Me desperté con la extraña
sensación de haber sufrido un ataque cardiaco, ya que me dolía muchísimo el
brazo izquierdo y una gran opresión constreñía mi pecho.
Vania dormía a mi lado, y ni
quería despertarla y mucho menos asustarla, por lo que decidí intentar
levantarme y salir de dudas de qué me pasaba.
Me senté en la cama y me
incorporé para mirarme en el espejo del ropero, por ver qué imagen me devolvía,
pero cuál no sería mi asombro al constatar que mi figura no aparecía por ningún
lado, y sin embargo reflejaba algo extraño de la cama que me horrorizó.
Encima del colchón veía mi
cuerpo desmadejado, con el brazo caído fuera de la cama, la nariz afilada y un
rictus de dolor en el rostro, en donde llamaban poderosamente la atención el
pelo sobre los ojos y los labios de un azul casi gris cobalto. Aquello era mi
cadáver, y sin embargo yo lo veía desde fuera, como otra persona. ¿Qué me
estaba pasando? ¿Era todo una pesadilla?
Me acerqué, recompuse el
pelo (mi pelo), y el gesto de dolor intenté convertirlo en una media sonrisa,
todo para que no se asustara mi compañera si se despertaba, porque, cuando aunque
aún era de noche, el despertador sonaría como siempre a las 6.30; pero a pesar
de todo no, aquello no podía ser verdad.
Salí de la habitación, y en
la cocina bebí un vaso de agua antes de
ir a la mesa del escritorio donde miré el móvil quieto entre los papeles, y en
lo primero que pensé era que Vania no debía ver los comprometedores mensajes de ida y
vuelta que contenía, por lo que tiré el teléfono hacia un patio interior; se
rompería después de la caída libre de
cuatro pisos.
Abrí la puerta de la calle y
salí al exterior después de bajar las escaleras. Si, era de noche, pero me
permití un paseo hasta el cercano parque donde los frondosos tilos se mecían
con la suave brisa de aquella mañana donde ya empezaba a clarear el horizonte.
¿Qué hacer?
Volví a casa y decidí
meterme en aquello que parecía un cadáver, pero que era mi envoltura, que
era o había sido mi cuerpo.
Ya totalmente acoplado y
cubierto con el edredón me quedé muy quieto y poco a poco fui perdiendo la
conciencia, hasta que el estridente timbre del despertador y los brazos de
Vania me hicieron levantarme casi de un salto.

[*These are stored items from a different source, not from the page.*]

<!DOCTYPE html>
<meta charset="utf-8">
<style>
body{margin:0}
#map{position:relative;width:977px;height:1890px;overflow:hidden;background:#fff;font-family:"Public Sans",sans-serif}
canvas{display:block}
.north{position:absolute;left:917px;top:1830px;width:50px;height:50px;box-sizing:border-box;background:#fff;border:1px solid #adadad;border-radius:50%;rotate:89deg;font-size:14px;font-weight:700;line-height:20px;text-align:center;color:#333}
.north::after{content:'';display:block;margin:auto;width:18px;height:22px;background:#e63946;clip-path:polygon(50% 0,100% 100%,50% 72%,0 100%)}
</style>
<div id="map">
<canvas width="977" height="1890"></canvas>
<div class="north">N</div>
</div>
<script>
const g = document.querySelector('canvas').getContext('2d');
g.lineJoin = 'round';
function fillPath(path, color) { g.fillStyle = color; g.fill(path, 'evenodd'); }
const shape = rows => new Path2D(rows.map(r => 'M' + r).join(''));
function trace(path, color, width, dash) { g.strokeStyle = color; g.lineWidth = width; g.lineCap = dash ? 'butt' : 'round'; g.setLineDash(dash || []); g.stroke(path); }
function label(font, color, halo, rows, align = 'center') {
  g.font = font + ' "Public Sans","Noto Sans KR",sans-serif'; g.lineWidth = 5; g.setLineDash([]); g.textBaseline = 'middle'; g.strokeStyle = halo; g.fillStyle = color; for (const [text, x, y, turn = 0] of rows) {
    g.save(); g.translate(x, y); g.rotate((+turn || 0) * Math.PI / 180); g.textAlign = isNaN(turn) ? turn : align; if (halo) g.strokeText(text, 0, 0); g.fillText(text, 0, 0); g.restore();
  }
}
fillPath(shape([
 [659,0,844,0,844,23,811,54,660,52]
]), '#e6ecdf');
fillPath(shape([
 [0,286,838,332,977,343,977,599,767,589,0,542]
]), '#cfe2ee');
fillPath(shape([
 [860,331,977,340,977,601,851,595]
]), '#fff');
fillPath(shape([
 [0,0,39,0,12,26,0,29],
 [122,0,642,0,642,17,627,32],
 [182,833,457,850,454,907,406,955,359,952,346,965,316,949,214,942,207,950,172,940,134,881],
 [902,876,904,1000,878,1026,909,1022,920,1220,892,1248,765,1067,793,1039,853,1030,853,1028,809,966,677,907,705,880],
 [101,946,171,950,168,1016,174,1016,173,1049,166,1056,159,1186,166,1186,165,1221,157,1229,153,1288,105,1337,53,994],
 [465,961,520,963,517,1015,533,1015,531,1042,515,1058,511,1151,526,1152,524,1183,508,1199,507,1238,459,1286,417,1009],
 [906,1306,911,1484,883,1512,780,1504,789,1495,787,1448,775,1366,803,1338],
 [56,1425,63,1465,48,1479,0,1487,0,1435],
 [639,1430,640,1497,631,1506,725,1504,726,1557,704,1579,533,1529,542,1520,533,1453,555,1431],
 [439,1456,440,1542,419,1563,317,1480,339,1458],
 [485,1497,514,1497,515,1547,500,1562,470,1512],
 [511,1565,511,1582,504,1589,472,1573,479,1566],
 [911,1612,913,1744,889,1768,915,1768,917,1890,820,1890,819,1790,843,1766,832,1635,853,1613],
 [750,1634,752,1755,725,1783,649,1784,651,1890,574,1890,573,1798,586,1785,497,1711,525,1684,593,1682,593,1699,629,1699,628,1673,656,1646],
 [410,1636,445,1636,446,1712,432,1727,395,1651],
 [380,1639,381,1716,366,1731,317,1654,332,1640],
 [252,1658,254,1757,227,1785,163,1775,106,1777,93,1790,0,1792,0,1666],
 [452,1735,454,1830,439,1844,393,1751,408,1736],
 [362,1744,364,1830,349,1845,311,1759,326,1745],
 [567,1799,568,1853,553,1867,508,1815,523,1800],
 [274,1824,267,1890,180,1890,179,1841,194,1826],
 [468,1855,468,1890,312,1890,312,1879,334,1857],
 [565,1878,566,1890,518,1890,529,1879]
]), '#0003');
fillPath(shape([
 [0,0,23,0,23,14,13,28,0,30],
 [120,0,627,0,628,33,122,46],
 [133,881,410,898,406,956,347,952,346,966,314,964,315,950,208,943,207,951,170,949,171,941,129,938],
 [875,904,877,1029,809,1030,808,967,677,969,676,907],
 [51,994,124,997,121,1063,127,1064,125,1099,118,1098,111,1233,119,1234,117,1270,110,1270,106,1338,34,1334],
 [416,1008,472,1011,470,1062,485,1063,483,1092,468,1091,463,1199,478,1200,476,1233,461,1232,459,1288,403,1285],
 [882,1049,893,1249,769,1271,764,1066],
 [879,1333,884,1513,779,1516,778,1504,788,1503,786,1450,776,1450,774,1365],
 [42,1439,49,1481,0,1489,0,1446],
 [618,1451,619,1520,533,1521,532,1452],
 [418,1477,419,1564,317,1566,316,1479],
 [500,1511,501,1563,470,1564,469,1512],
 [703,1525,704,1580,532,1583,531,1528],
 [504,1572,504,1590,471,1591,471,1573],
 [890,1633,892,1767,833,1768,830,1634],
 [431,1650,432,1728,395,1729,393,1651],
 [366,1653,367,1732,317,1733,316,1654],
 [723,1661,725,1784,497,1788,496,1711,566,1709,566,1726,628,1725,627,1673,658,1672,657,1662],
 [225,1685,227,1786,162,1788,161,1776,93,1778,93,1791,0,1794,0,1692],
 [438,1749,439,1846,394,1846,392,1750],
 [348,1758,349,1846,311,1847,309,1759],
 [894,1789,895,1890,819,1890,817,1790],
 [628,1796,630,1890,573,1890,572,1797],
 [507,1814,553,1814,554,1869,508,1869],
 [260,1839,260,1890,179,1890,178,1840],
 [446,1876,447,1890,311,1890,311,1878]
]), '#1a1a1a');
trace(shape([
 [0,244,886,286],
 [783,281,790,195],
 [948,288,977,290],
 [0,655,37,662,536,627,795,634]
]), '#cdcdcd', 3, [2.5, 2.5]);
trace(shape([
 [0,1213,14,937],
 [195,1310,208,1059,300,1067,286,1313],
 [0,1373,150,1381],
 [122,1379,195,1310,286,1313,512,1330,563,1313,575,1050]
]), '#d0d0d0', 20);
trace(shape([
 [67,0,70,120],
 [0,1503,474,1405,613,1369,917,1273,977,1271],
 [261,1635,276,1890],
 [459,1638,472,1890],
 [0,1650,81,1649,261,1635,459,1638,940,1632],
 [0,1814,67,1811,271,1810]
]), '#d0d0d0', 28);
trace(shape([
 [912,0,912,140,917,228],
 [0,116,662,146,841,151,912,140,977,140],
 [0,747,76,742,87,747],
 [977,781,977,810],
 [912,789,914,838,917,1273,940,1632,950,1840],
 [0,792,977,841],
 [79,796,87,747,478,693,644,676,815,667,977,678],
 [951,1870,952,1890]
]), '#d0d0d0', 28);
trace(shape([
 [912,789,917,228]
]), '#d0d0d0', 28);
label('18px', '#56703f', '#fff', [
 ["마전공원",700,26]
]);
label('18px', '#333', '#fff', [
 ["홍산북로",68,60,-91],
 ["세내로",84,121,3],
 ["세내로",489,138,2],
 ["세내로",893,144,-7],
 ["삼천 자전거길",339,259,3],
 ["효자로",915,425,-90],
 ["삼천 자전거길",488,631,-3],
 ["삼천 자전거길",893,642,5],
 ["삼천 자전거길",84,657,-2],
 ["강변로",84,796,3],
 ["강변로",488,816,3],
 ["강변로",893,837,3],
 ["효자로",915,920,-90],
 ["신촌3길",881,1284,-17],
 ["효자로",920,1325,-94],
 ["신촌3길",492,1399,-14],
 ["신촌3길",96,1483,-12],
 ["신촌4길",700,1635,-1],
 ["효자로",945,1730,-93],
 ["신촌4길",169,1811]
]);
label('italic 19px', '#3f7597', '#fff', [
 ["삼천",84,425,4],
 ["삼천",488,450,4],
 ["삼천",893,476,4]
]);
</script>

Sí, no había muerto, estaba
horrorizado con el sueño pero vivo, y al momento empecé a llorar
desconsoladamente entre los brazos de mi esposa, sin querer contarle el sueño
aunque me acordaba perfectamente de todo.
Ya después de duchado y
arreglado, mientras desayunábamos, le pregunté a Vania por mi teléfono; no lo
encontraba aunque lo busqué por cada rincón del piso.
Ella tampoco lo había visto,
y de pronto me acordé del sueño.
A punto de salir a la calle,
me asomé al jardincillo interior, y cuál no sería mi sorpresa, al ver mí móvil
roto y desmadejado al lado de la manguera del agua.
Perplejo y pensativo estuve
durante bastante tiempo sentado en el coche pensando en todo aquello que me
había sucedido. ¿Cuál era la realidad, cual el sueño?